::: GIVEN DATA
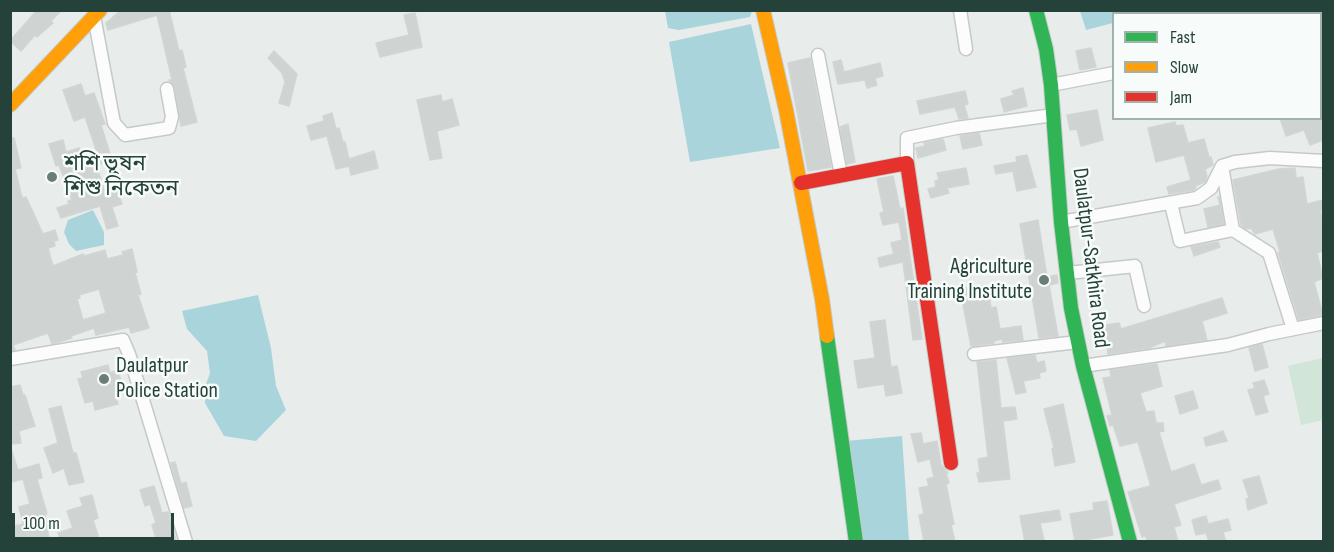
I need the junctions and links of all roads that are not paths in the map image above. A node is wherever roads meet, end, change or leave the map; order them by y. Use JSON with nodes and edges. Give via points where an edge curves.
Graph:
{"nodes":[{"id":1,"x":763,"y":10,"type":"edge"},
{"id":2,"x":960,"y":10,"type":"edge"},
{"id":3,"x":1036,"y":10,"type":"edge"},
{"id":4,"x":94,"y":12,"type":"edge"},
{"id":5,"x":966,"y":49,"type":"dead end"},
{"id":6,"x":818,"y":55,"type":"dead end"},
{"id":7,"x":1112,"y":73,"type":"edge"},
{"id":8,"x":1051,"y":85,"type":"junction"},
{"id":9,"x":167,"y":89,"type":"dead end"},
{"id":10,"x":10,"y":92,"type":"edge"},
{"id":11,"x":10,"y":105,"type":"edge"},
{"id":12,"x":1054,"y":115,"type":"junction"},
{"id":13,"x":1323,"y":161,"type":"edge"},
{"id":14,"x":907,"y":163,"type":"junction"},
{"id":15,"x":1222,"y":166,"type":"junction"},
{"id":16,"x":841,"y":176,"type":"junction"},
{"id":17,"x":801,"y":183,"type":"junction"},
{"id":18,"x":1171,"y":204,"type":"junction"},
{"id":19,"x":1061,"y":222,"type":"junction"},
{"id":20,"x":1233,"y":230,"type":"junction"},
{"id":21,"x":1068,"y":273,"type":"junction"},
{"id":22,"x":1144,"y":306,"type":"dead end"},
{"id":23,"x":1323,"y":323,"type":"edge"},
{"id":24,"x":1293,"y":329,"type":"junction"},
{"id":25,"x":1078,"y":342,"type":"junction"},
{"id":26,"x":974,"y":354,"type":"dead end"},
{"id":27,"x":10,"y":359,"type":"edge"},
{"id":28,"x":1083,"y":366,"type":"junction"},
{"id":29,"x":951,"y":463,"type":"dead end"},
{"id":30,"x":186,"y":542,"type":"edge"},
{"id":31,"x":856,"y":542,"type":"edge"},
{"id":32,"x":1130,"y":542,"type":"edge"}],
"edges":[{"from":1,"to":17,"type":"main road"},
{"from":2,"to":5,"type":"street"},
{"from":3,"to":8,"type":"main road","name":"Daulatpur-Satkhira Road"},
{"from":4,"to":9,"type":"street","via":[[114,123],[125,135],[169,128],[172,117]]},
{"from":4,"to":10,"type":"main road"},
{"from":4,"to":11,"type":"main road"},
{"from":6,"to":16,"type":"street"},
{"from":7,"to":8,"type":"street"},
{"from":8,"to":12,"type":"main road","name":"Daulatpur-Satkhira Road"},
{"from":12,"to":14,"type":"street","via":[[907,138]]},
{"from":12,"to":19,"type":"main road","name":"Daulatpur-Satkhira Road"},
{"from":13,"to":15,"type":"street","via":[[1270,158]]},
{"from":14,"to":16,"type":"main road"},
{"from":14,"to":29,"type":"main road"},
{"from":15,"to":18,"type":"street","via":[[1211,188],[1197,198]]},
{"from":15,"to":20,"type":"street"},
{"from":16,"to":17,"type":"main road"},
{"from":17,"to":31,"type":"main road","via":[[822,299]]},
{"from":18,"to":19,"type":"street"},
{"from":18,"to":20,"type":"street","via":[[1180,241]]},
{"from":19,"to":21,"type":"main road","name":"Daulatpur-Satkhira Road"},
{"from":20,"to":24,"type":"street","via":[[1269,252]]},
{"from":21,"to":22,"type":"street","via":[[1135,266]]},
{"from":21,"to":25,"type":"main road","name":"Daulatpur-Satkhira Road"},
{"from":23,"to":24,"type":"street"},
{"from":24,"to":28,"type":"street","via":[[1228,345]]},
{"from":25,"to":26,"type":"street"},
{"from":25,"to":28,"type":"main road","name":"Daulatpur-Satkhira Road"},
{"from":27,"to":30,"type":"street","via":[[123,340]]},
{"from":28,"to":32,"type":"main road","name":"Daulatpur-Satkhira Road"}]}
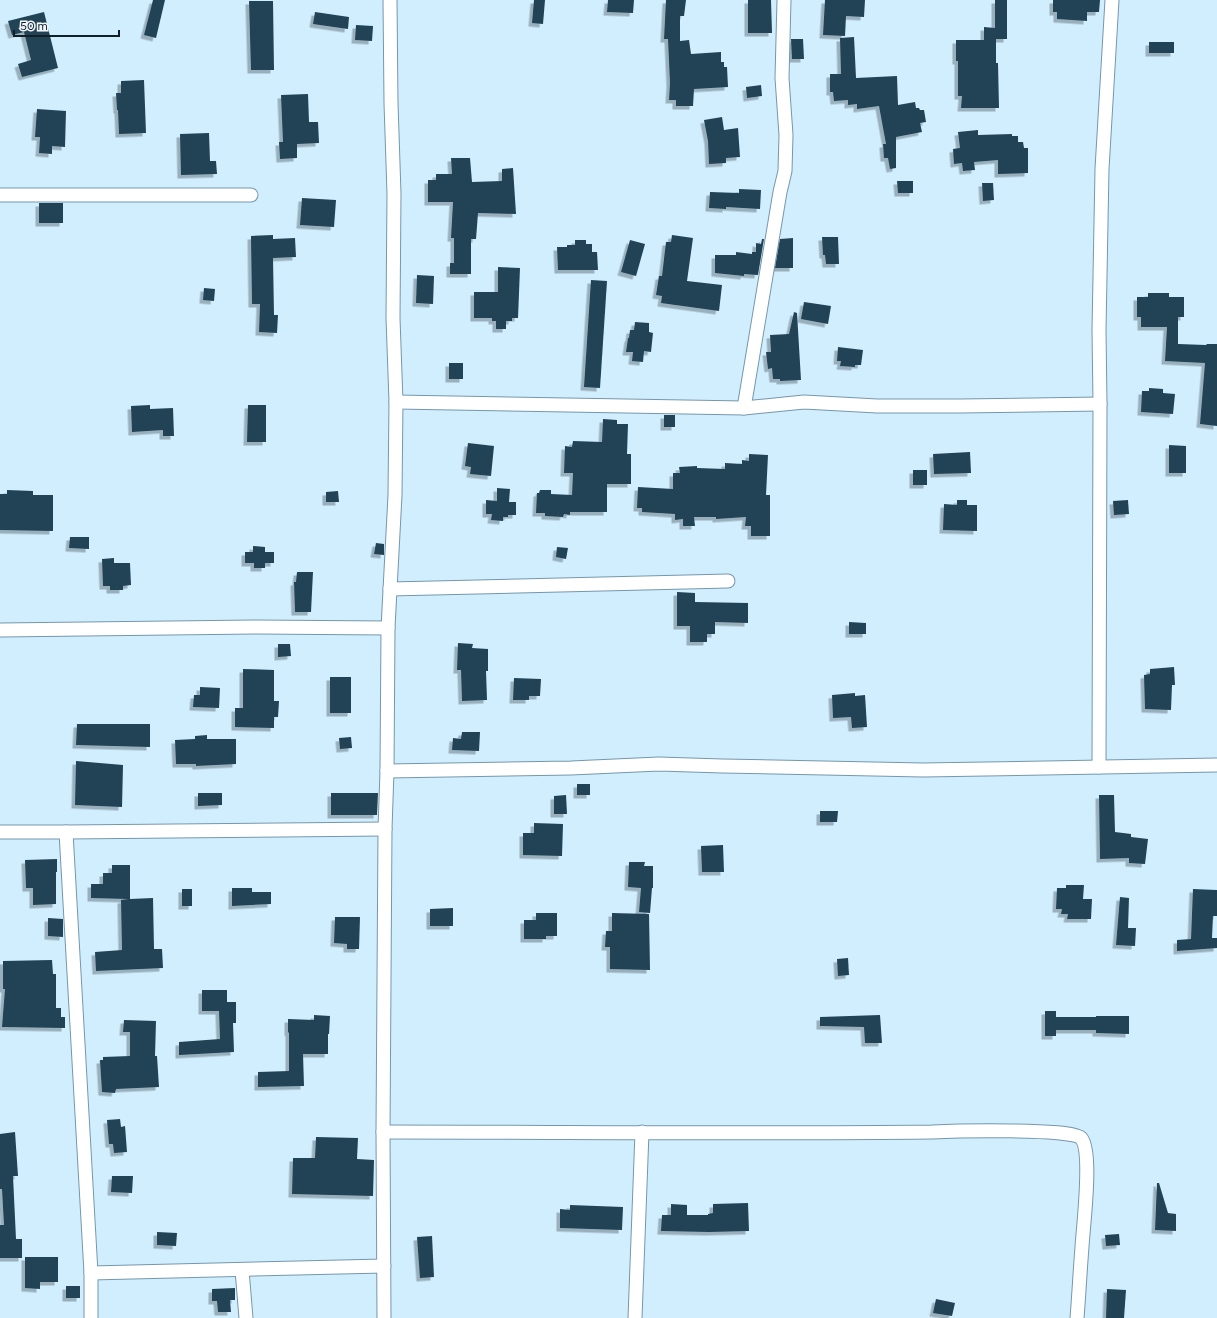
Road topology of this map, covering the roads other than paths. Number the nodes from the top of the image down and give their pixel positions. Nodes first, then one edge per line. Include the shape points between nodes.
1 (390, 0) edge
2 (784, 0) edge
3 (1112, 0) edge
4 (0, 195) edge
5 (251, 195) dead end
6 (396, 402) junction
7 (1100, 404) junction
8 (744, 408) junction
9 (728, 581) dead end
10 (390, 589) junction
11 (388, 628) junction
12 (0, 630) edge
13 (1217, 765) edge
14 (1098, 767) junction
15 (388, 771) junction
16 (385, 829) junction
17 (0, 832) edge
18 (66, 832) junction
19 (383, 1132) junction
20 (642, 1132) junction
21 (384, 1266) junction
22 (242, 1270) junction
23 (91, 1273) junction
24 (91, 1318) edge
25 (246, 1318) edge
26 (384, 1318) edge
27 (635, 1318) edge
28 (1077, 1318) edge

1 - 6 street
2 - 8 street via 782,78 786,135 785,171
3 - 7 street via 1102,169
4 - 5 street
6 - 8 street
6 - 10 street
7 - 8 street via 877,406 804,402
7 - 14 street
9 - 10 street
10 - 11 street
11 - 12 street
11 - 15 street
13 - 14 street
14 - 15 street via 923,770 659,764
15 - 16 street
16 - 18 street
16 - 19 street
17 - 18 street
18 - 23 street
19 - 20 street
19 - 21 street
20 - 27 street
20 - 28 street via 1003,1131 1077,1134 1085,1146 1086,1160
21 - 22 street
21 - 26 street
22 - 23 street
22 - 25 street
23 - 24 street

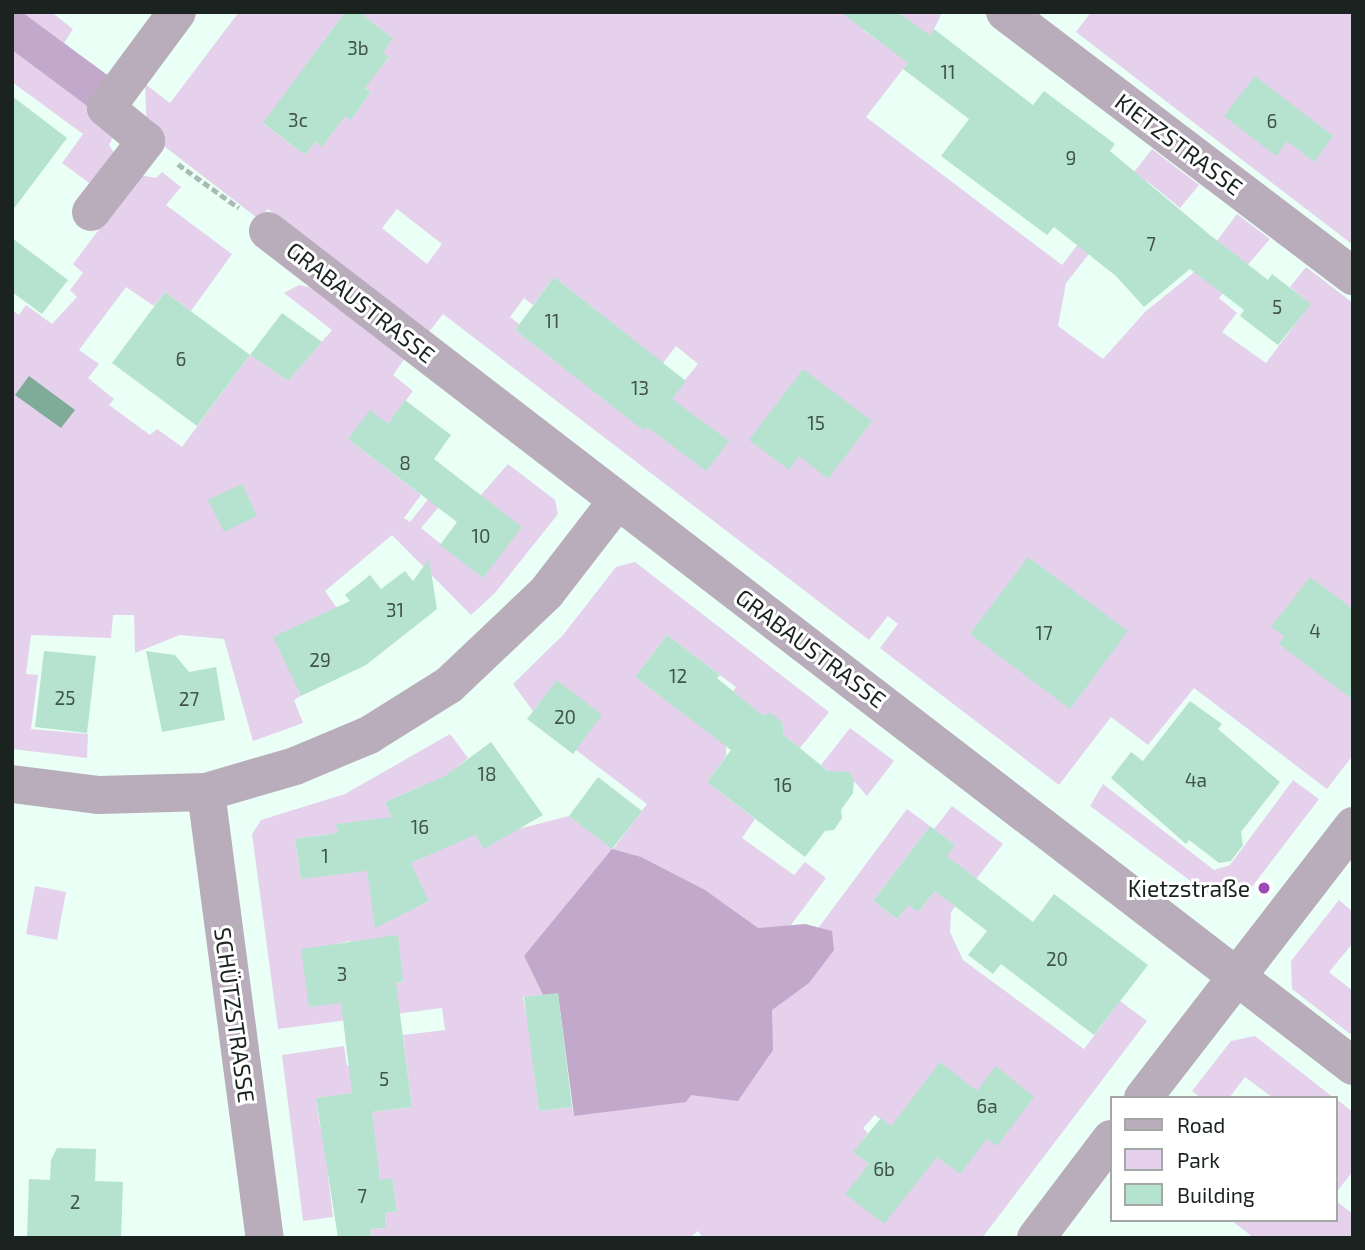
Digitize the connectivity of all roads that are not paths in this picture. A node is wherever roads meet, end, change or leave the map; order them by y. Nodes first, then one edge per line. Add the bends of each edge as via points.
1 (177, 12) edge
2 (1006, 12) edge
3 (91, 212) dead end
4 (268, 231) road end
5 (1353, 276) edge
6 (617, 501) junction
7 (12, 784) edge
8 (206, 792) junction
9 (1353, 826) edge
10 (1235, 977) junction
11 (1353, 1066) edge
12 (1145, 1096) edge
13 (1110, 1140) edge
14 (265, 1238) edge
15 (1036, 1238) edge

1 - 3 street via 106,108 146,141
2 - 5 street, KIETZSTRASSE
4 - 6 street, GRABAUSTRASSE
6 - 8 street via 546,593 449,685 369,735 295,766
6 - 10 street, GRABAUSTRASSE via 1040,822
7 - 8 street via 99,795
8 - 14 street, SCHÜTZSTRASSE
9 - 10 street
10 - 11 street, GRABAUSTRASSE
10 - 12 street
13 - 15 street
::::::
Check each line of the material above for the string "edges". Please count those that have it and reply with the number only.

2